With the assistance of Mr Phil Worts from Land for Wildlife we went ahead and applied for an Environmental Community Grant through the Department of Environment and Conservation. We were elated to be one of the recipients.

We also applied for more through SWCC – the South West Catchments Council with the assistance of Mr Terry Brooks. Again we were successful.

In the interests of transparency it was decided that we should run the projects as separate projects side by side.

It was actually very easy to do as they were an exact replica of each other and it meant that we were able to achieve a lot more this year than we ever imagined.
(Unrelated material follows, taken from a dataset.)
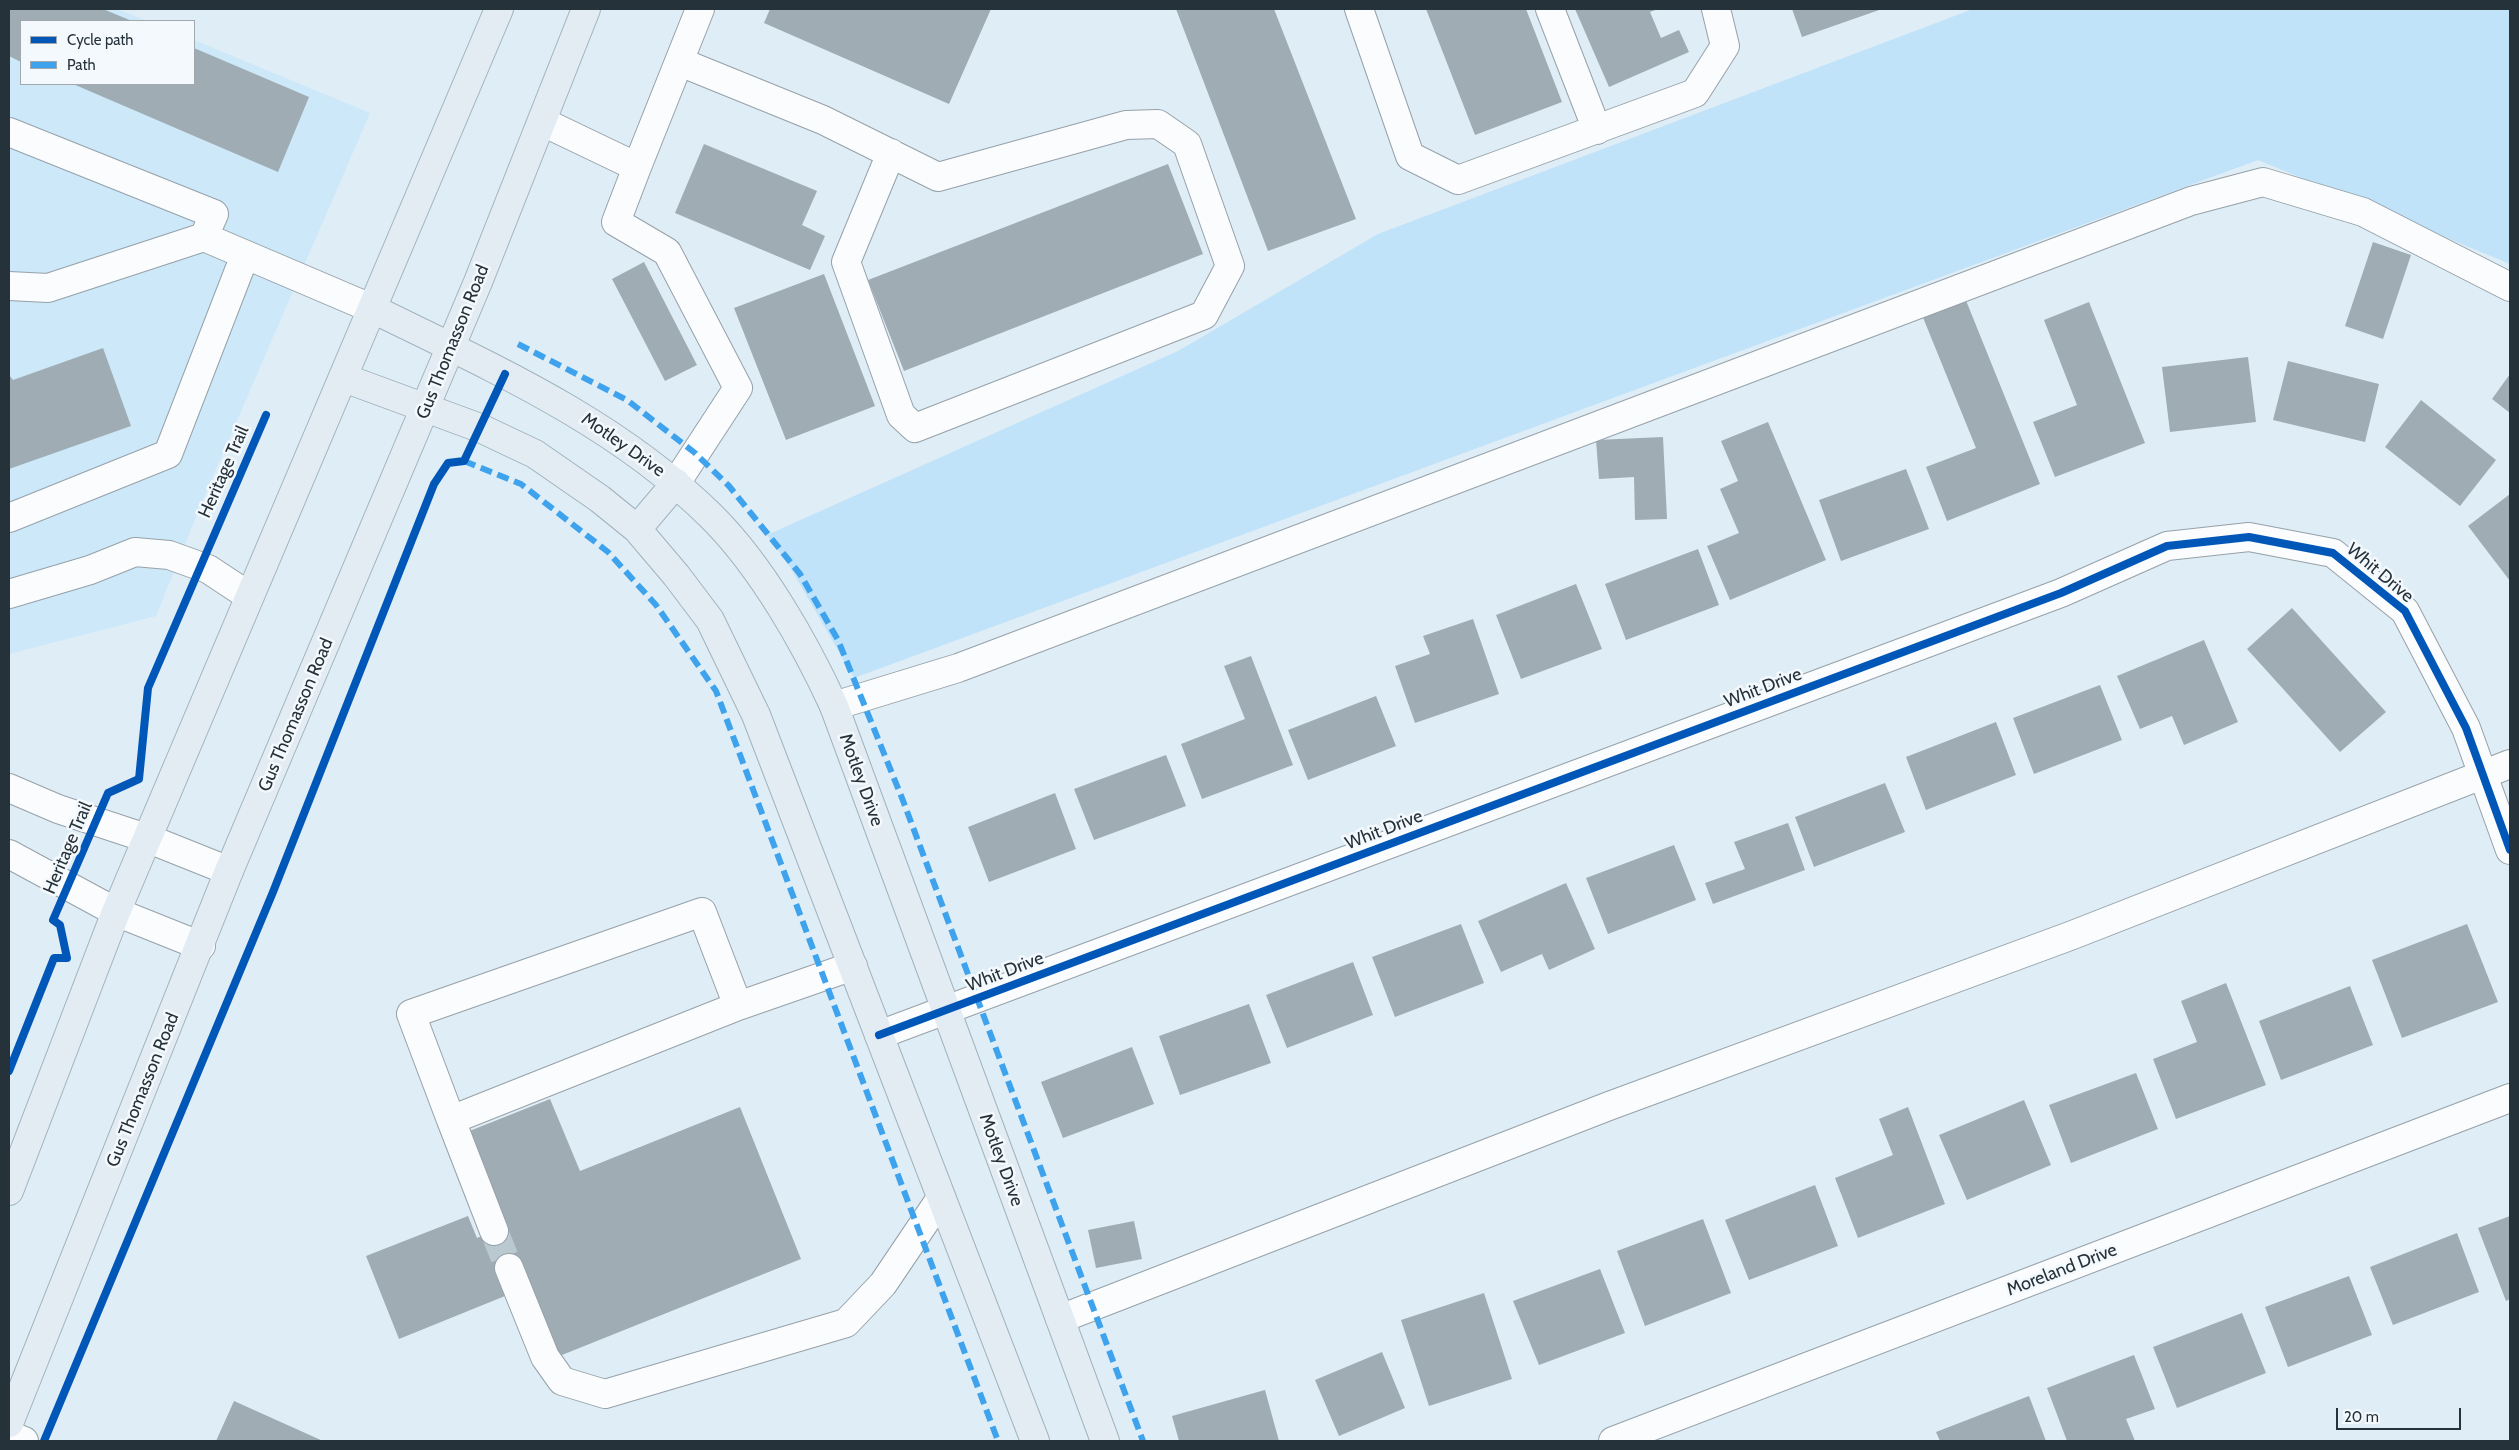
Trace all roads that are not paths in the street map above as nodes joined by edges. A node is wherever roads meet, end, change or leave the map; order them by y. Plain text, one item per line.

With the ECG grant we fenced 3.8 kilometres of land that extended from a neighbours regeneration project along Cockatoo Creek through to the start of the Tone River. We took out a lot more land that our original Land for Wildlife asked. in all 44 hectares has been locked away. The selected native plants were planted along the western side of the creek line. Hopefully next year we willl be able to plant on the other side.

photo

Jorn, Sharon and Jezabelle who ensured we keep on moving – even in the rain.

 

The SWCC grant had us installing 4 kilometres of fencing starting at the Tone River and extending through to an area of pristine bushland. This bushland was originally not included however once Jorn and i were out there doing the work, we thought how crazy it would be to not extend the project to link up with this area. It has never been farmed and is just under 300 hectares in total. It is expected that the diverse flora of this area will assist regeneration on the side of the Tone River. Again we replanted with specific native plants on the western side of the River. In all this project has seen 52 hectares of land returned to native flora and fauna.
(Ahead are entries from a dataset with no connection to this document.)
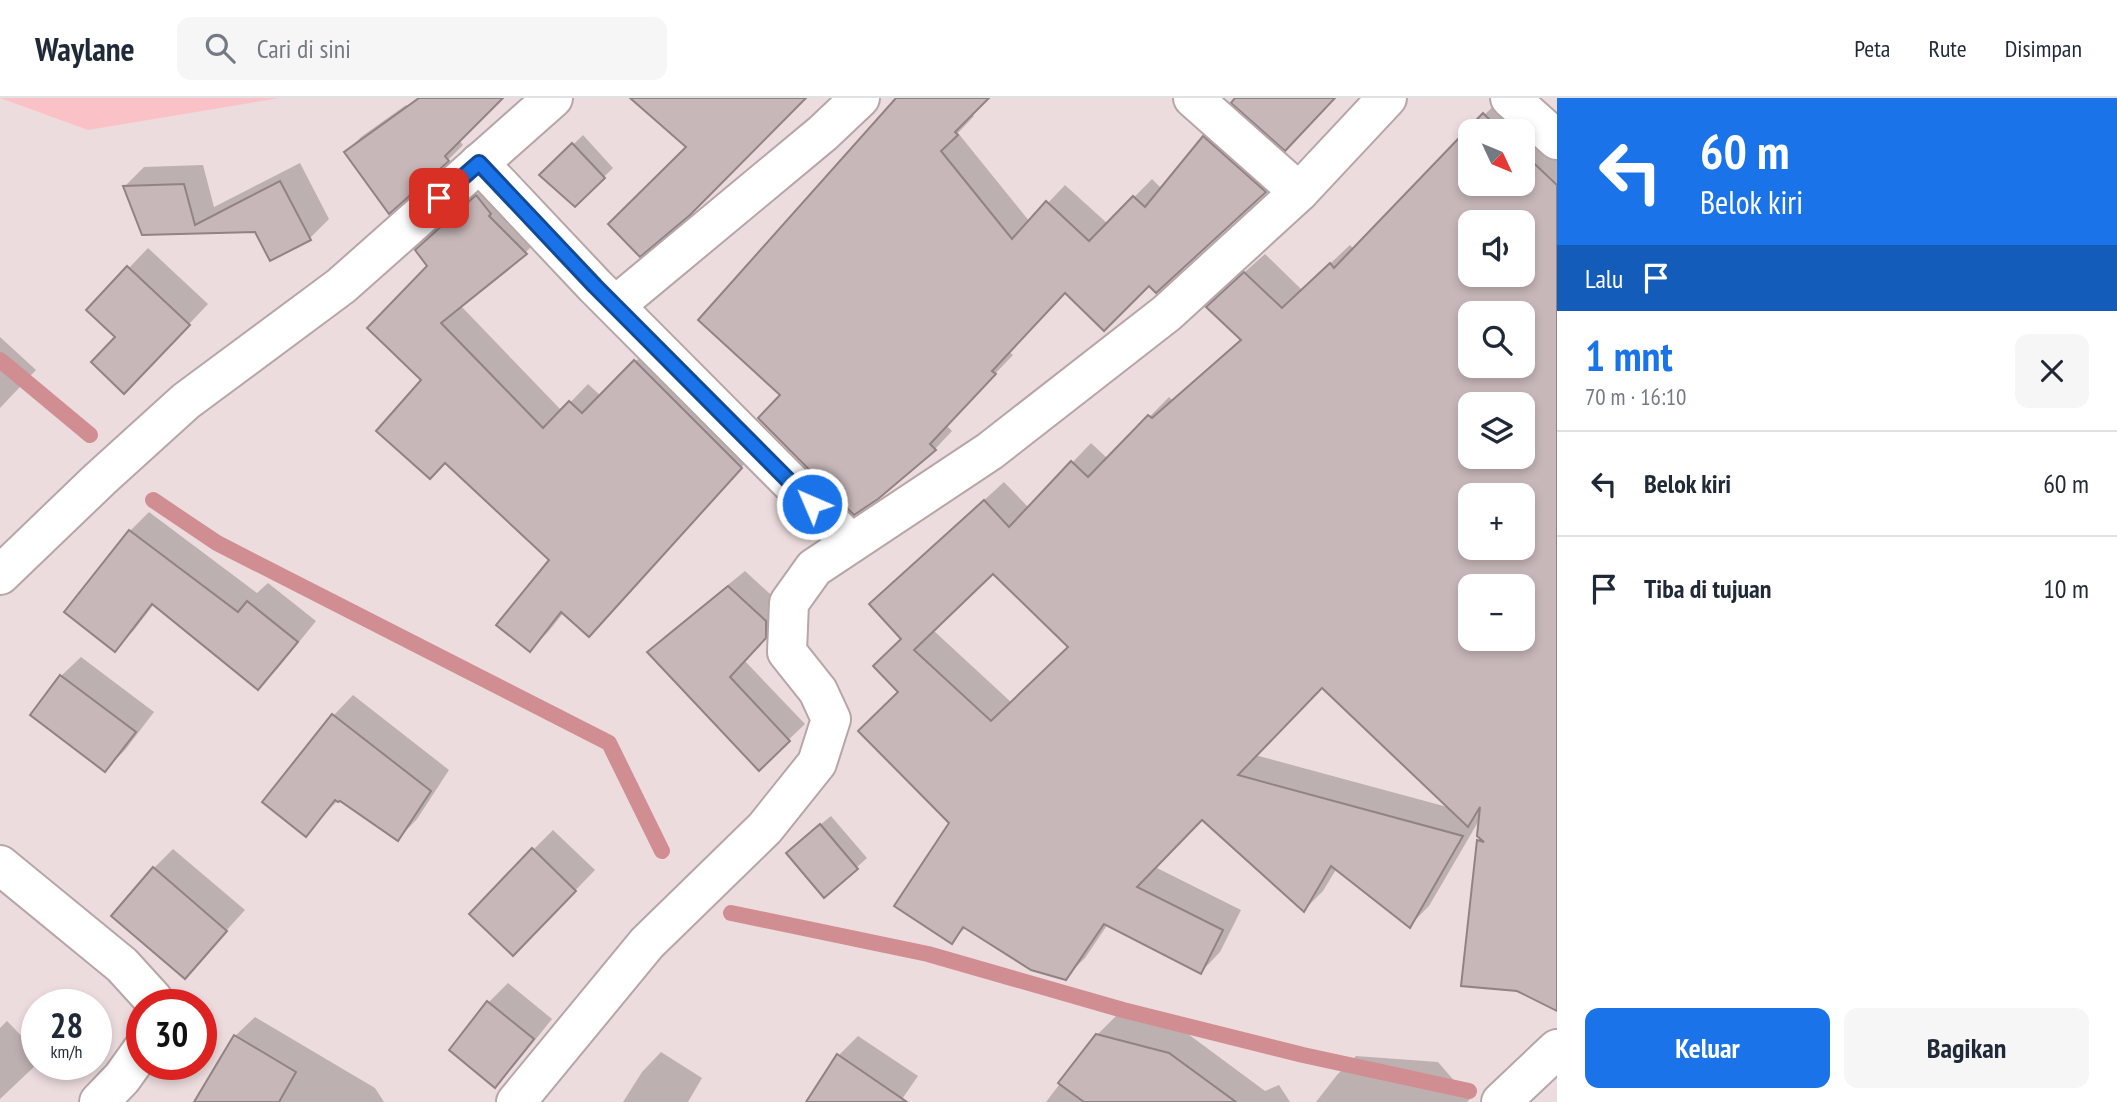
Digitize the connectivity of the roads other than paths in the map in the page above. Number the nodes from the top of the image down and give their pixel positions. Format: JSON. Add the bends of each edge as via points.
{"nodes":[{"id":1,"x":552,"y":98,"type":"edge"},
{"id":2,"x":860,"y":98,"type":"edge"},
{"id":3,"x":1193,"y":98,"type":"edge"},
{"id":4,"x":1387,"y":98,"type":"edge"},
{"id":5,"x":1510,"y":98,"type":"edge"},
{"id":6,"x":1557,"y":139,"type":"edge"},
{"id":7,"x":479,"y":163,"type":"junction"},
{"id":8,"x":1299,"y":192,"type":"junction"},
{"id":9,"x":616,"y":305,"type":"junction"},
{"id":10,"x":851,"y":544,"type":"junction"},
{"id":11,"x":0,"y":575,"type":"edge"},
{"id":12,"x":0,"y":865,"type":"edge"},
{"id":13,"x":144,"y":989,"type":"edge"},
{"id":14,"x":1549,"y":1057,"type":"edge"},
{"id":15,"x":126,"y":1072,"type":"edge"},
{"id":16,"x":99,"y":1102,"type":"edge"},
{"id":17,"x":516,"y":1102,"type":"edge"},
{"id":18,"x":1501,"y":1102,"type":"edge"}],
"edges":[{"from":1,"to":7,"type":"street"},
{"from":2,"to":9,"type":"street"},
{"from":3,"to":8,"type":"street"},
{"from":4,"to":8,"type":"street"},
{"from":5,"to":6,"type":"street"},
{"from":7,"to":9,"type":"street"},
{"from":7,"to":11,"type":"street","via":[[341,286],[186,401]]},
{"from":8,"to":10,"type":"street","via":[[1167,313],[990,451]]},
{"from":9,"to":10,"type":"street"},
{"from":10,"to":17,"type":"street","via":[[814,568],[789,603],[787,652],[818,691],[831,719],[817,763],[765,828],[648,943]]},
{"from":12,"to":13,"type":"street","via":[[122,965]]},
{"from":14,"to":18,"type":"street"},
{"from":15,"to":16,"type":"street"}]}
We have only just begun! Seriously, there is so much more work to do to help the environment. There are another three areas identified in our Land for Wildlife guide that we would like to attend to.

Over 100 hectares of land has been given back to nature. This was land that we had previously earned good money from. However the long term wealth of the creek and river system is dependent on not only us but other farmers deciding that the environment is taking a front seat.